Jordan Peterson's extensive Biblical lecture series — which attracted millions of viewers online — represents one of the most distinctive contemporary approaches to Scripture. He treats the Bible not as a divinely dictated text to be accepted on authority, nor as a historical document to be evaluated for accuracy, but as the distilled wisdom of thousands of years of human psychological and cultural evolution.

For Peterson, the stories of Genesis — the creation, the fall, Cain and Abel, the flood, the Tower of Babel — encode deep truths about the structure of human consciousness and the nature of moral reality.
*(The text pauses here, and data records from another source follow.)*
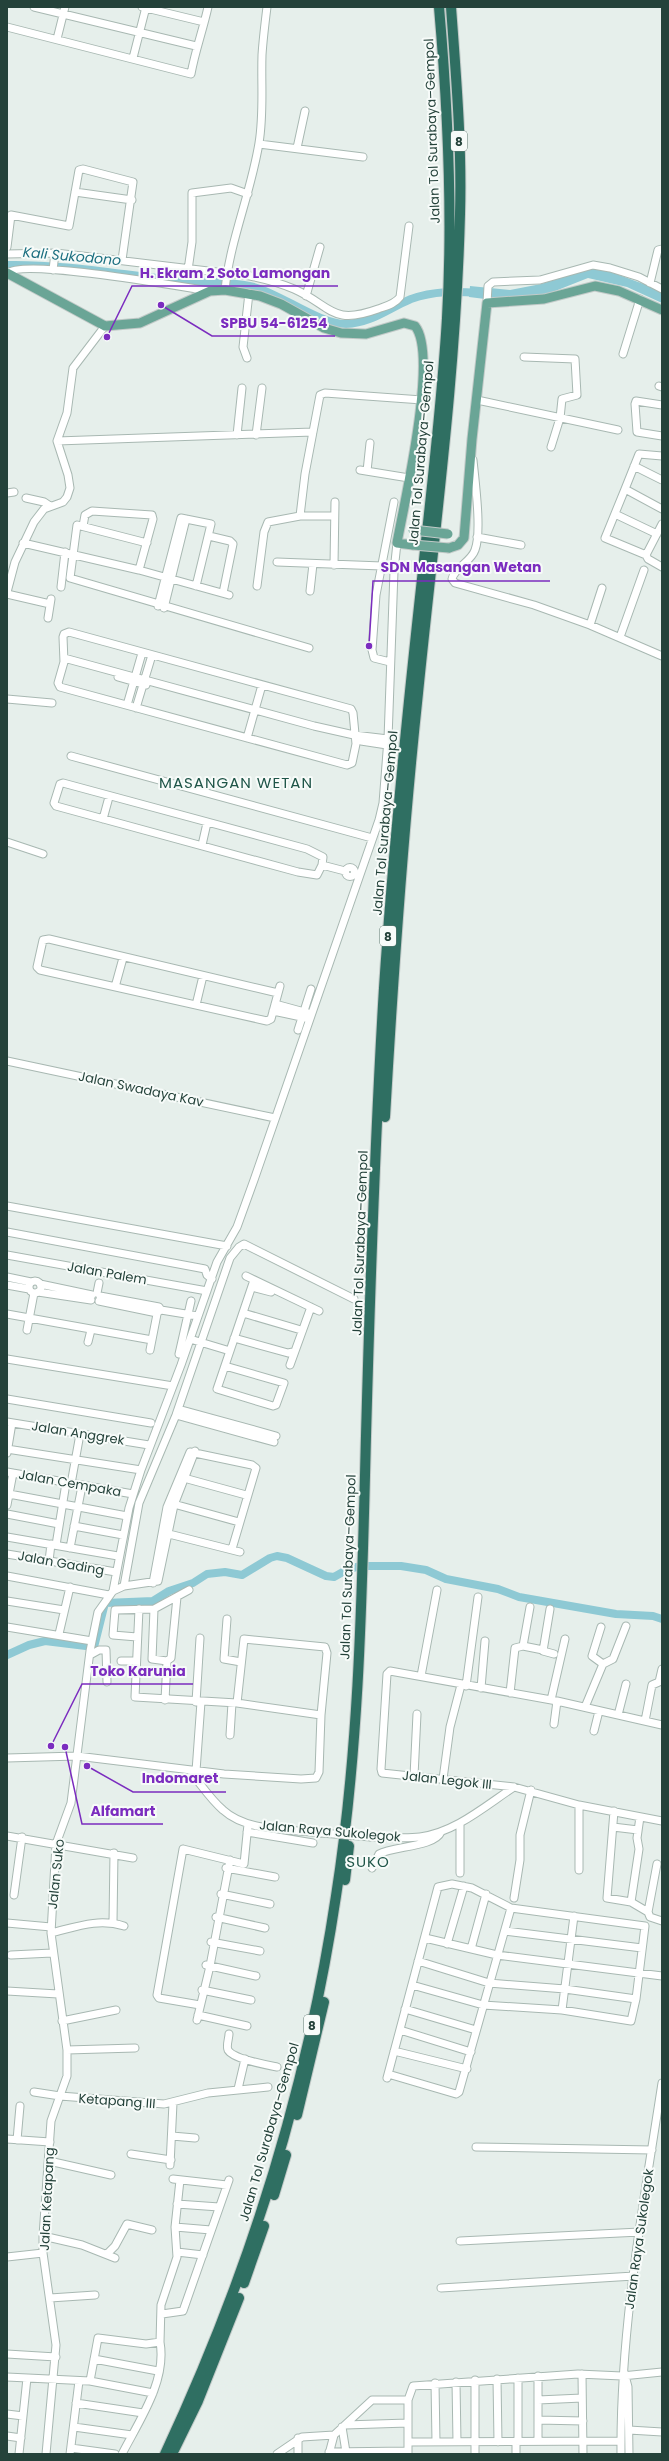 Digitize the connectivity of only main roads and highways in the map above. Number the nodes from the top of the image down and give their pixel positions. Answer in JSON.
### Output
{"nodes":[{"id":1,"x":439,"y":7,"type":"edge"},
{"id":2,"x":451,"y":7,"type":"edge"},
{"id":3,"x":8,"y":273,"type":"edge"},
{"id":4,"x":453,"y":275,"type":"junction"},
{"id":5,"x":662,"y":310,"type":"edge"},
{"id":6,"x":400,"y":529,"type":"junction"},
{"id":7,"x":464,"y":535,"type":"junction"},
{"id":8,"x":365,"y":1574,"type":"junction"},
{"id":9,"x":165,"y":2454,"type":"edge"},
{"id":10,"x":173,"y":2454,"type":"edge"}],
"edges":[{"from":1,"to":4,"type":"highway","name":"Jalan Tol Surabaya–Gempol","number":"8"},
{"from":2,"to":4,"type":"highway","name":"Jalan Tol Surabaya–Gempol","number":"8"},
{"from":3,"to":6,"type":"main road"},
{"from":4,"to":8,"type":"highway","name":"Jalan Tol Surabaya–Gempol","number":"8"},
{"from":5,"to":7,"type":"main road"},
{"from":6,"to":7,"type":"main road","bridge":true},
{"from":6,"to":7,"type":"main road","bridge":true},
{"from":8,"to":9,"type":"highway","name":"Jalan Tol Surabaya–Gempol","number":"8"},
{"from":8,"to":10,"type":"highway","name":"Jalan Tol Surabaya–Gempol","number":"8"}]}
Adam's fall is not a historical event but a universal psychological truth: the emergence of self-consciousness brings knowledge of good and evil, vulnerability, and the capacity for both heroism and atrocity. These stories, Peterson argues, are true in a sense deeper than historical fact.

This approach allows Peterson to take Scripture with extraordinary seriousness while sidestepping questions of historical accuracy and divine authorship. He does not need Genesis to be literally true to find it profoundly meaningful. Whether this constitutes an argument from Scripture in the traditional sense — or a sophisticated secular reinterpretation that believers would not recognise as their own — is a matter of ongoing debate among Peterson's diverse audience.

Key quotes

The Bible is a library that was written over thousands of years by people who were contending with the deepest problems of human existence. It's not a book. It's the book.